Pease Pottage College for Young Gentlemen, a fee-paying school in Sussex, claimed that 99% of its pupils were successful in gaining admission to other Universities, but that none of the 120 applicants to Holyrood had been successful.
"In the old days, Scottish Universities were only too glad to enjoy the privilege of housing the sons of the landed gentry and the military top brass", lamented Dr Bandicoot Smith, headmaster at Pease Pottage. "After a few years developing his sexual perversions and sense of superiority with us, a young gentleman would take his degree in Scotland, enjoy the grouse shooting and the salmon fishing, and marry into one of the better Scottish estates, before going off to make his way in the farther reaches of the Empire.
"Scotland, with its croft-dwelling or tenement-inhabiting peasantry and archaic tribal systems was a perfect training-ground for those heading for other primitive colonial territories like Borneo, Burma, the wilder regions of India and of course Australia.
"Holyrood has opted to bite the hand that was wont to feed it. Not only is its present policy potentially illegal, even racist, but I think you will find that Scotland will go the way of so many of these primitive economies, once the benevolent guiding hand of the English aristocrat no longer holds it above the mire of anarchy and atavism."
Dr Jocelyn Pederast-Nightingale, the head of Hussocks & Clamping School at Nidlympton, Devon, said: "Boys who have been accepted at places like Oxford and Cambridge are being rejected by Holyrood as it were out of hand this year. It is nothing short of xenophobia."
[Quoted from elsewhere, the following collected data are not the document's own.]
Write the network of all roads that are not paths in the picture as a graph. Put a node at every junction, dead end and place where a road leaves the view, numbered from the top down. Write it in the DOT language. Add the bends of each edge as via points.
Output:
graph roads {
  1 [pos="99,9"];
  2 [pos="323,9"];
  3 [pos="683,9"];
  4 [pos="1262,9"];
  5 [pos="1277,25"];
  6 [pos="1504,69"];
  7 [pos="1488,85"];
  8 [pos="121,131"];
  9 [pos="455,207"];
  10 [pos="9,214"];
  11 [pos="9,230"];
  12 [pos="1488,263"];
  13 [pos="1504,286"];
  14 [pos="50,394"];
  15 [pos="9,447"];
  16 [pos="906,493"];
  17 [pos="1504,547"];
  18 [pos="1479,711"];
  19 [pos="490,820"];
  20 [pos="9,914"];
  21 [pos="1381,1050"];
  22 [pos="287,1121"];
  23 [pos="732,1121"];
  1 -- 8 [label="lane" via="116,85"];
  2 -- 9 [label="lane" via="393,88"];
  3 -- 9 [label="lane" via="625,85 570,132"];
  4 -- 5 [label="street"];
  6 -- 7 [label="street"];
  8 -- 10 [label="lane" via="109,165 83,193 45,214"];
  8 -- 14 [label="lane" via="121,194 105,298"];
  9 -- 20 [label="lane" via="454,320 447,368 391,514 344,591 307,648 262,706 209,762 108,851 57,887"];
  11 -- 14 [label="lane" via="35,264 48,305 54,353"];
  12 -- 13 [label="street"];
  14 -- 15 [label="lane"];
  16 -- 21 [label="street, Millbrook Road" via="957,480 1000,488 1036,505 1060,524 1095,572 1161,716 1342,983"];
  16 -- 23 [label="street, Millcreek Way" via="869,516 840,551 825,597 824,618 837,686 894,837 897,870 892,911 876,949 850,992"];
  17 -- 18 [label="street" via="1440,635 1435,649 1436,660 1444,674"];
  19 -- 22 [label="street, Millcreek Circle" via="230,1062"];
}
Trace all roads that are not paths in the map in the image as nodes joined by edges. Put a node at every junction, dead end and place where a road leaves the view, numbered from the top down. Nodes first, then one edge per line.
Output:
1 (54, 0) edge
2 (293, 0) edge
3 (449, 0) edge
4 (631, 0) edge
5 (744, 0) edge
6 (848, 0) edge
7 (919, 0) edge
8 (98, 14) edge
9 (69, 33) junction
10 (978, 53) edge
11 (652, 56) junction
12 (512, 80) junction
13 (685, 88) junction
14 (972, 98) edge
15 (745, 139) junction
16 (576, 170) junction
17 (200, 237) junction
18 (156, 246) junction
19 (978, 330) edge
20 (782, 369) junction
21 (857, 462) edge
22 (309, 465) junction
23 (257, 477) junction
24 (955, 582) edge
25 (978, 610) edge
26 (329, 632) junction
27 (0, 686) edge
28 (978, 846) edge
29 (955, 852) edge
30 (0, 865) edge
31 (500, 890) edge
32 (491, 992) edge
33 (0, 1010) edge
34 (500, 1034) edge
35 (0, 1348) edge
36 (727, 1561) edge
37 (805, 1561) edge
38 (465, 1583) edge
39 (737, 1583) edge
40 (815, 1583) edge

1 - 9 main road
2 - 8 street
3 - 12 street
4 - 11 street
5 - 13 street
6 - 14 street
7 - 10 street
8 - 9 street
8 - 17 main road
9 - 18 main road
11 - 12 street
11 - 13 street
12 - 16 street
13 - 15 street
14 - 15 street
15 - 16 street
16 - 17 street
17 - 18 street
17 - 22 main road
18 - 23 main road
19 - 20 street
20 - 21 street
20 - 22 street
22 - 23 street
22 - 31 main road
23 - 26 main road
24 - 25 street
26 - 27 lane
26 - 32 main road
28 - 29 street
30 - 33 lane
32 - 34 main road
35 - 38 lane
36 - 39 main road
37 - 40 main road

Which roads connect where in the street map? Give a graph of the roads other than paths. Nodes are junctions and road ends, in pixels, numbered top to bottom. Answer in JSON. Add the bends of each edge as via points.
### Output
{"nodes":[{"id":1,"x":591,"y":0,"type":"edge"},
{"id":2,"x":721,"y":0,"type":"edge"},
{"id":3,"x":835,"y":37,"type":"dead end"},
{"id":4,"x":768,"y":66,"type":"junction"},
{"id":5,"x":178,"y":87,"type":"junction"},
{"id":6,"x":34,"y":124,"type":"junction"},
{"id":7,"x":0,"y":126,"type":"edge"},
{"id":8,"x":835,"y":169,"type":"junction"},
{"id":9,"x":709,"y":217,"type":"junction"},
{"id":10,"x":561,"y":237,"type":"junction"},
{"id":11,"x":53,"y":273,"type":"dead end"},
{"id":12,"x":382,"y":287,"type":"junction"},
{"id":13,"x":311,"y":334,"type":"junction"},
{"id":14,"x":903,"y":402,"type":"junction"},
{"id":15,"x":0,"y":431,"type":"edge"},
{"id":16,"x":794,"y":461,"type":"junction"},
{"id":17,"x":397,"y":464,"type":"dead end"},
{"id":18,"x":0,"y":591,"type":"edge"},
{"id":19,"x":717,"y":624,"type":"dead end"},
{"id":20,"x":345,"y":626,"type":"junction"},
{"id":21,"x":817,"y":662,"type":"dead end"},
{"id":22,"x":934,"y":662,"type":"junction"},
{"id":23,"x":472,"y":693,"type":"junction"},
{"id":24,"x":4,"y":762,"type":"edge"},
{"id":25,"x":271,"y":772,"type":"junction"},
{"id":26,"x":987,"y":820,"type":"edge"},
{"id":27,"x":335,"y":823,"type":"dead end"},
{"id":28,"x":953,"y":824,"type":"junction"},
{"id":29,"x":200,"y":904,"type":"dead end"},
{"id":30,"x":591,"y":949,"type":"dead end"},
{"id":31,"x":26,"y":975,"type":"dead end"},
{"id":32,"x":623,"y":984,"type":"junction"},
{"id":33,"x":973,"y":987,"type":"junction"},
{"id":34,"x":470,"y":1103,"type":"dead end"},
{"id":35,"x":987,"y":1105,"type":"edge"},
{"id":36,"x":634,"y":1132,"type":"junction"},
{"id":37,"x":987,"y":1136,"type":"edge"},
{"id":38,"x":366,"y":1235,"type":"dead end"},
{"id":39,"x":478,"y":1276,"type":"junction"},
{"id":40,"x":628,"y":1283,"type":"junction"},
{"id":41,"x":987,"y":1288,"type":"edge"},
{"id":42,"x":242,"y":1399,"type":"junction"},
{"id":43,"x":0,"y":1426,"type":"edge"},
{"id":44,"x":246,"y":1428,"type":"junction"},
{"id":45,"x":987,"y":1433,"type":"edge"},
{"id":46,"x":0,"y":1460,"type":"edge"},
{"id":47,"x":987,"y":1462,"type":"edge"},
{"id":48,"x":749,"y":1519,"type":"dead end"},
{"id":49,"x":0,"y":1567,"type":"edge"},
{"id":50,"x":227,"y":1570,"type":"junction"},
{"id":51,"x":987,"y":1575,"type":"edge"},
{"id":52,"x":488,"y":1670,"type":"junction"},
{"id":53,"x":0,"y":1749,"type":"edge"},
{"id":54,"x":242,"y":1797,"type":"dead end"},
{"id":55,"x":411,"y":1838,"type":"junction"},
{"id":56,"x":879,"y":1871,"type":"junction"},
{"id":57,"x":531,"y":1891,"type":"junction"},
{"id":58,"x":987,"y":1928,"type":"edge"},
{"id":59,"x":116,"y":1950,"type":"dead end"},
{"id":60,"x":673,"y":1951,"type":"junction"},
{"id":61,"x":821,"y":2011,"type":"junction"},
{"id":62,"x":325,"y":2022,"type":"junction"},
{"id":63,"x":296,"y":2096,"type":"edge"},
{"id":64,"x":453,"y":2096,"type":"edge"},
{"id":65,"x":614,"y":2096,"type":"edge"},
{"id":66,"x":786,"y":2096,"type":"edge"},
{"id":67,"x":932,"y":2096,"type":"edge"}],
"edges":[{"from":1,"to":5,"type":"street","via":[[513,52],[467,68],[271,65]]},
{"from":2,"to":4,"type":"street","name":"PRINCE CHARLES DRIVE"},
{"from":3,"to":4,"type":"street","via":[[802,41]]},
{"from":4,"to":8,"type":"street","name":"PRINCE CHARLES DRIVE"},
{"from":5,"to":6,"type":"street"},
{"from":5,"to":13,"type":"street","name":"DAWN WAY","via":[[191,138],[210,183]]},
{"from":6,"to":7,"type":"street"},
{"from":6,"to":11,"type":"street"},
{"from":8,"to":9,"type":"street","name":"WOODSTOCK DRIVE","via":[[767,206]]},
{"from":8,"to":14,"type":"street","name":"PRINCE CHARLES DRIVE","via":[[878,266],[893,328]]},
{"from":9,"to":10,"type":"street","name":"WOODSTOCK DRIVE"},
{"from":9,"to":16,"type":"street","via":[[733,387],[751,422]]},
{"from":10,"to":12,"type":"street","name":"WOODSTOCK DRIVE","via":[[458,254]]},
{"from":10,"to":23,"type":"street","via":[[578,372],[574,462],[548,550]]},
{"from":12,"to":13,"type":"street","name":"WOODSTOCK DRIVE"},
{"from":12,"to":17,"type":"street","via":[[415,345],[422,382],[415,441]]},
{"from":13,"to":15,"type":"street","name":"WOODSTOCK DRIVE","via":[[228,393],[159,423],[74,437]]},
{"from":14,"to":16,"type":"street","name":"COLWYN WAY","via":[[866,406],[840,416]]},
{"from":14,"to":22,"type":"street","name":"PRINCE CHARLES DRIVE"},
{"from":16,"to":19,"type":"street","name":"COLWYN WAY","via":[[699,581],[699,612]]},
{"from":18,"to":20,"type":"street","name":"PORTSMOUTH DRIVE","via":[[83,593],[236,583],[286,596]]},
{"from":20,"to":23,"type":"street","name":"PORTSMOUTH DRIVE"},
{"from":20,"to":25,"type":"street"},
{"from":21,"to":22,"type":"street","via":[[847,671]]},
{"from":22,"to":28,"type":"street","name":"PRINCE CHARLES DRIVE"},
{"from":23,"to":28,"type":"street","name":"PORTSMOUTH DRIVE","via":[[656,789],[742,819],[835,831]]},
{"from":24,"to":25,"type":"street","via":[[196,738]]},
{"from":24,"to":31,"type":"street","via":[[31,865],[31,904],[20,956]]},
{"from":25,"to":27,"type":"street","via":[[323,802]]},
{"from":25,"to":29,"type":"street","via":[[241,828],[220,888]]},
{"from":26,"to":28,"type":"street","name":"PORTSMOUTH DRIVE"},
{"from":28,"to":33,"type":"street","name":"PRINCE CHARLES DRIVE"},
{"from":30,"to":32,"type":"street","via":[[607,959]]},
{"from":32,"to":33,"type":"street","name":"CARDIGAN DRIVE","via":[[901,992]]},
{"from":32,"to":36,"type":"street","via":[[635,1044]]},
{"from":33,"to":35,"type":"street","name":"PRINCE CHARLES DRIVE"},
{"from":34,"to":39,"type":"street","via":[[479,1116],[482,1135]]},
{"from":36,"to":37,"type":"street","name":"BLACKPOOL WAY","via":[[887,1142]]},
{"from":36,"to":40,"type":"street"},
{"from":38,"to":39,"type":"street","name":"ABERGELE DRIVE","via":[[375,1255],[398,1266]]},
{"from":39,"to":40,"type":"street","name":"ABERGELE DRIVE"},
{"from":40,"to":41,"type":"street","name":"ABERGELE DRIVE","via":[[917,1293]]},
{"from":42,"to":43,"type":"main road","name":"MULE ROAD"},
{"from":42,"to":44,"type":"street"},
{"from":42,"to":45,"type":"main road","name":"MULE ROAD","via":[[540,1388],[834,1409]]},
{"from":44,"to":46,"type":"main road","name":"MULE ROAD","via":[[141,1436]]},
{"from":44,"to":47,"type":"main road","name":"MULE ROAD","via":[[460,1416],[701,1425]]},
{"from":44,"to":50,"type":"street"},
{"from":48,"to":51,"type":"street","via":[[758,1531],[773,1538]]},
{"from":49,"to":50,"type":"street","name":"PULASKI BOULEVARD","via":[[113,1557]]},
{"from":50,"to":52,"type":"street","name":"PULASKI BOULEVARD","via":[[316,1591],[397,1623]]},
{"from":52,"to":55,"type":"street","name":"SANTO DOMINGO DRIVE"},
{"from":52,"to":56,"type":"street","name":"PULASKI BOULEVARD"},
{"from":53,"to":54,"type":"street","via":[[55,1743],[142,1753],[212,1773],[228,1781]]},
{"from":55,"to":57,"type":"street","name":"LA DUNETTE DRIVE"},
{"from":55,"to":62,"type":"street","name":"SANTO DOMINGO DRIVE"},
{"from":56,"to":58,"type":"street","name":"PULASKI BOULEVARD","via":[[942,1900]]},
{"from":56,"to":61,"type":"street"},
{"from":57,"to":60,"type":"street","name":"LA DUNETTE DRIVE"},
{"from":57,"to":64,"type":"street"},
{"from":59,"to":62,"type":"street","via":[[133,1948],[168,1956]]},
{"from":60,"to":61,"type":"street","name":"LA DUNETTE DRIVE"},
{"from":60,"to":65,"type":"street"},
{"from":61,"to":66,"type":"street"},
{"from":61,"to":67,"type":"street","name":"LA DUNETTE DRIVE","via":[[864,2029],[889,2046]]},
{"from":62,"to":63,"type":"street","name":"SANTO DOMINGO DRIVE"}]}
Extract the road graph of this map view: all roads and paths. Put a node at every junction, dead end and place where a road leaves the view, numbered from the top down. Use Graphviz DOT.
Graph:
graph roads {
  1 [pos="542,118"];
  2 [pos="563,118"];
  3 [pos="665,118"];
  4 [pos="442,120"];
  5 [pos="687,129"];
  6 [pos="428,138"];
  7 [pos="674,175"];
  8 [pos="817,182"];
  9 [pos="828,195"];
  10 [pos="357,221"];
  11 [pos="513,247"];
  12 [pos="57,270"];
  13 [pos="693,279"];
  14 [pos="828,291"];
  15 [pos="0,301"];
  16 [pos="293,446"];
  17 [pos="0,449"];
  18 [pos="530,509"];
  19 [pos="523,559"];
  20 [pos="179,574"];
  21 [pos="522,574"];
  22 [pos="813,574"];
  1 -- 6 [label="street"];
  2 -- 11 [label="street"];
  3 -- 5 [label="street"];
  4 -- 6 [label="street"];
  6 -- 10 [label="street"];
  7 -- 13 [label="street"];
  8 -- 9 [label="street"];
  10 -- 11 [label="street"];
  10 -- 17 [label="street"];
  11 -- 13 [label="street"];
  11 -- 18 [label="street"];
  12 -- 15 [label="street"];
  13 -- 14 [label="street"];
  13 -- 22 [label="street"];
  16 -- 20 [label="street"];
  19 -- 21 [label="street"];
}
A spokesman for Holyrood University said last night: "We aim to attract the very best students from around the world. But we also want to make sure that gifted students from our locality are encouraged to apply for our sought-after courses. This is why we give a weighting to local applicants, and why the following are key components of our selection interviews and application forms:
- a detailed gaelic language test
- an examination of the applicant's knowledge of tartans
- a test in which the applicant must draw their family tartan in colour
- a test of the applicant's knowledge of malt whiskies
- an examination of the applicants knowledge of the music of Kenneth McKellar
- a test of the applicant's ability to speak gibberish to a meat pudding while dressed like Harry Lauder
- an examination of the ability to see the English as the corrupt foppish bastards they really are
- a test of the applicant's possession or commitment to acquire essential items, viz. a tam-o-shanter, a kilt, a stick like Harry Lauder's, a sporran, a claymore
- an examination of the applicant's possession or commitment to acquire a tobacco and alcohol addiction
"We are only following the path also taken by other selective universities like Harvard and Yale, who, for example, only accept morons from the stinking rich upper echelons of American so-called society on their courses", argued the spokesman, who was dressed in the tartan of the Kilvilagallochs of Tumdrae.